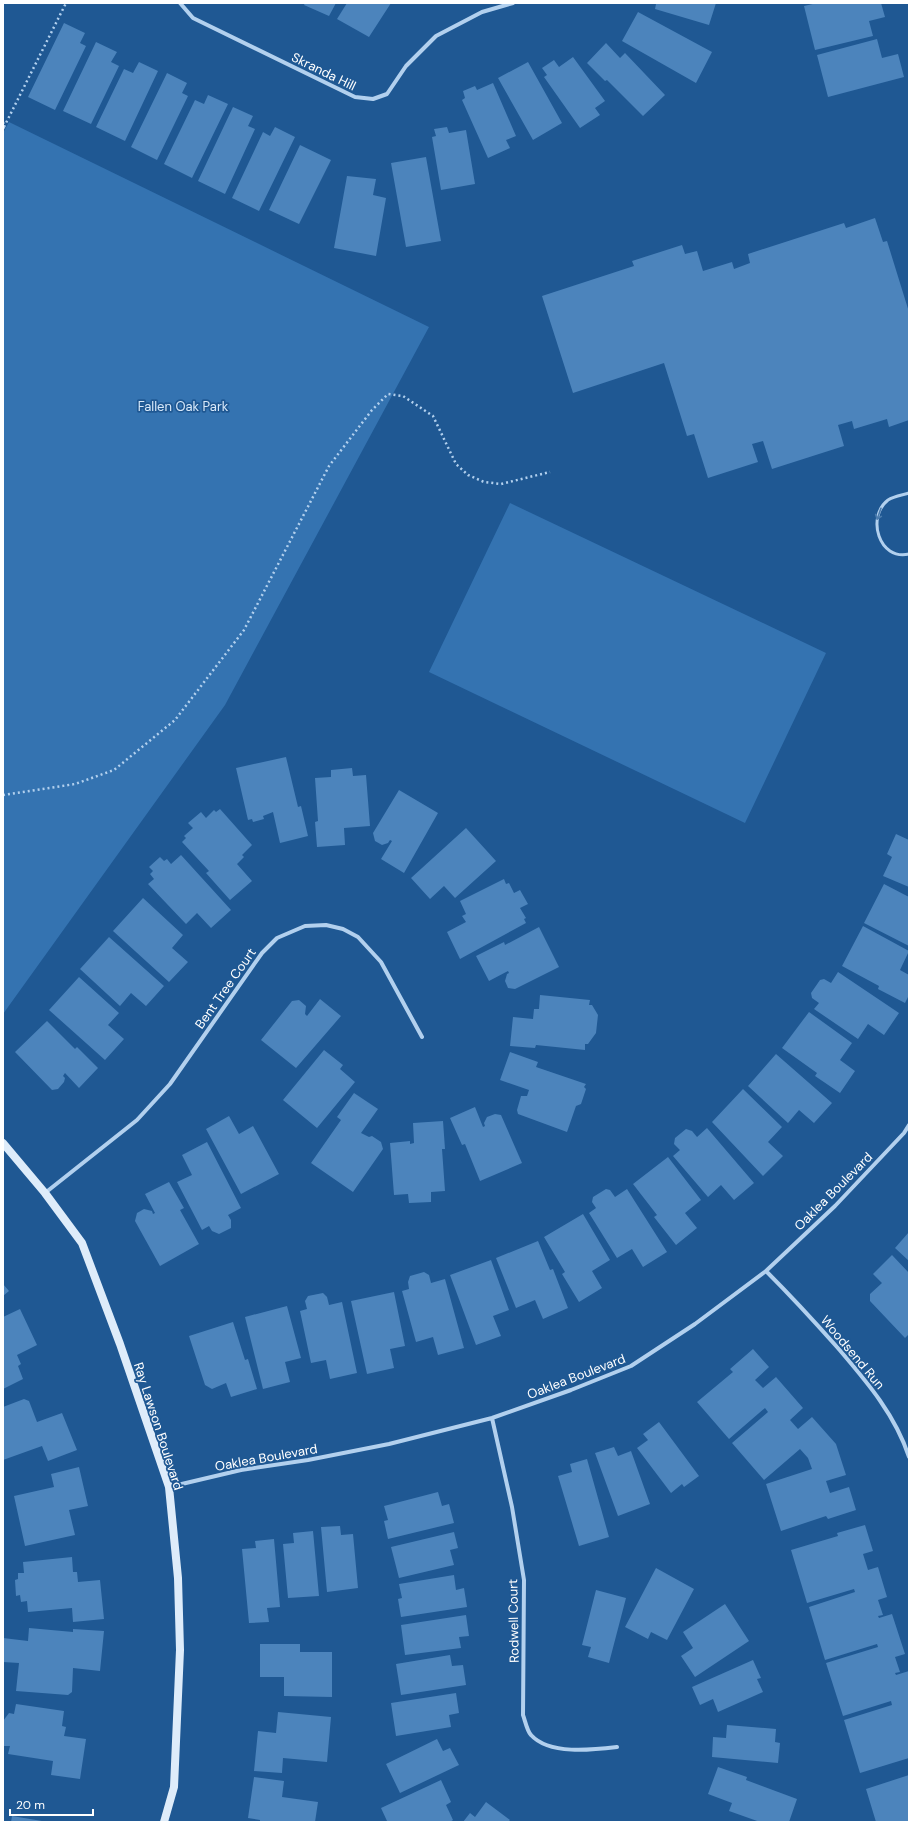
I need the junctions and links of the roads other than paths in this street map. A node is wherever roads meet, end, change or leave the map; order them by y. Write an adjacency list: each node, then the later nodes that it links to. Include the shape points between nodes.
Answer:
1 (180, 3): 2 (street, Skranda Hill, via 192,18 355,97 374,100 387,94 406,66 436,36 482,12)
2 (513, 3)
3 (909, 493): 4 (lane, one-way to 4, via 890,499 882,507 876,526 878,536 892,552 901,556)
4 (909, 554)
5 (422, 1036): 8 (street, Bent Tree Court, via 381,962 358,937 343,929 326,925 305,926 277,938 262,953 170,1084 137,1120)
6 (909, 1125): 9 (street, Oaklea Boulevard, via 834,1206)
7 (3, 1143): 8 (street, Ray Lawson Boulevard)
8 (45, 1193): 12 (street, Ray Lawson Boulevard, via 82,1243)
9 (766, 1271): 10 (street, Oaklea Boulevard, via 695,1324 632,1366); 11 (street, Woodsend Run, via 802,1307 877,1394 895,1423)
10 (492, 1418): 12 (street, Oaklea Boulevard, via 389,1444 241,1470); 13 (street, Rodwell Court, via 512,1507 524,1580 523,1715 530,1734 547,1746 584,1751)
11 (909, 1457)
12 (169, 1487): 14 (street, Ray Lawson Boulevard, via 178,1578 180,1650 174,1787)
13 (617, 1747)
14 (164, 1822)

· · ·

*Work request:*
Output each entry verbatim; none of the pictures should be included.

*Response to the exercise:*
I need the junctions and links of the roads other than paths in this street map. A node is wherever roads meet, end, change or leave the map; order them by y. Write an adjacency list: each node, then the later nodes that it links to. Include the shape points between nodes.
Answer:
1 (180, 3): 2 (street, Skranda Hill, via 192,18 355,97 374,100 387,94 406,66 436,36 482,12)
2 (513, 3)
3 (909, 493): 4 (lane, one-way to 4, via 890,499 882,507 876,526 878,536 892,552 901,556)
4 (909, 554)
5 (422, 1036): 8 (street, Bent Tree Court, via 381,962 358,937 343,929 326,925 305,926 277,938 262,953 170,1084 137,1120)
6 (909, 1125): 9 (street, Oaklea Boulevard, via 834,1206)
7 (3, 1143): 8 (street, Ray Lawson Boulevard)
8 (45, 1193): 12 (street, Ray Lawson Boulevard, via 82,1243)
9 (766, 1271): 10 (street, Oaklea Boulevard, via 695,1324 632,1366); 11 (street, Woodsend Run, via 802,1307 877,1394 895,1423)
10 (492, 1418): 12 (street, Oaklea Boulevard, via 389,1444 241,1470); 13 (street, Rodwell Court, via 512,1507 524,1580 523,1715 530,1734 547,1746 584,1751)
11 (909, 1457)
12 (169, 1487): 14 (street, Ray Lawson Boulevard, via 178,1578 180,1650 174,1787)
13 (617, 1747)
14 (164, 1822)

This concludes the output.